#### Provided records ####

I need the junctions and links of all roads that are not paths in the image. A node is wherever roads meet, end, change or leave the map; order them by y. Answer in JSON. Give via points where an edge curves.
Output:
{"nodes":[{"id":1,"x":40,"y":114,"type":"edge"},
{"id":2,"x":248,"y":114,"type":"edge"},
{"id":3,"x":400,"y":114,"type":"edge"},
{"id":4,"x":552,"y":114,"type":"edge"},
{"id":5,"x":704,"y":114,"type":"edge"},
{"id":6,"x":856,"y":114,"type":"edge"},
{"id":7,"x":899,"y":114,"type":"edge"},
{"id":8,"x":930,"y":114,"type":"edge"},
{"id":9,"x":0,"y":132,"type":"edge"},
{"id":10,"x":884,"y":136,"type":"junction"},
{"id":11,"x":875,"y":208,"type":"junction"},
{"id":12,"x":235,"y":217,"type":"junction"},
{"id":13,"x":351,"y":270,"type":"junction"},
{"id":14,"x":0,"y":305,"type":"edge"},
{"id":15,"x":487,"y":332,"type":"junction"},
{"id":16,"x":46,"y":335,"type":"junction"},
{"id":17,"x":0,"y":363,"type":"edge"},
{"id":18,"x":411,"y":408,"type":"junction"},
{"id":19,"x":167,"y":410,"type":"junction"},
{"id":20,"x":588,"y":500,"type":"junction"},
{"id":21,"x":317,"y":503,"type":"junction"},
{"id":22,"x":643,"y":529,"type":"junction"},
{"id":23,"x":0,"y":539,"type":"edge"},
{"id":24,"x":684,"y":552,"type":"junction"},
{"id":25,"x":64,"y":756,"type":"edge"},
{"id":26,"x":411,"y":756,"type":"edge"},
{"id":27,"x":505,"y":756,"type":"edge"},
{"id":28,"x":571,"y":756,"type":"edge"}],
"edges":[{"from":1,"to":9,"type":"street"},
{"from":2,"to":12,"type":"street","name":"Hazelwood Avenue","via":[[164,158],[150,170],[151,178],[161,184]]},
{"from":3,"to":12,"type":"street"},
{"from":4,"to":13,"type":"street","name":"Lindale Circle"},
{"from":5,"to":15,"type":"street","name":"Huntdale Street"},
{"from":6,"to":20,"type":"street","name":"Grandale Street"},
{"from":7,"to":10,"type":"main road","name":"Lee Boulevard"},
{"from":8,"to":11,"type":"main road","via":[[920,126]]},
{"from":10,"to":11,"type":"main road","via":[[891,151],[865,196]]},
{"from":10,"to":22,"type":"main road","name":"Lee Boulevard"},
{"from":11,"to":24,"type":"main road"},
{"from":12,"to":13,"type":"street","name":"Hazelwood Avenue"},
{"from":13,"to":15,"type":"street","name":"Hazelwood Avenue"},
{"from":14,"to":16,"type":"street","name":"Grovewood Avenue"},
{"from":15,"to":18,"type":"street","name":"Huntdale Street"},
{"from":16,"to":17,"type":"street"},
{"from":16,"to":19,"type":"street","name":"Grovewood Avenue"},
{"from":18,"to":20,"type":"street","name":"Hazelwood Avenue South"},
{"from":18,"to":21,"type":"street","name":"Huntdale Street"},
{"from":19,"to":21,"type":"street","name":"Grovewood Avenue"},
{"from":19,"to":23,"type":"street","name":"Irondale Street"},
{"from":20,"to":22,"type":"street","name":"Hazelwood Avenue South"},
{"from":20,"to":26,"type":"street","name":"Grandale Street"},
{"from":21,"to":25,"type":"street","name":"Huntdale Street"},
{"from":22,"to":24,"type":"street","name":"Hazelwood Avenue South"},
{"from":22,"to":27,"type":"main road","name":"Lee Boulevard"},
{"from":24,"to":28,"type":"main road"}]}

####

■ **Problem to solve**
Scan the records for the word "Grandale" and copy every line where it is found.

■ **Task result**
{"from":6,"to":20,"type":"street","name":"Grandale Street"},
{"from":20,"to":26,"type":"street","name":"Grandale Street"},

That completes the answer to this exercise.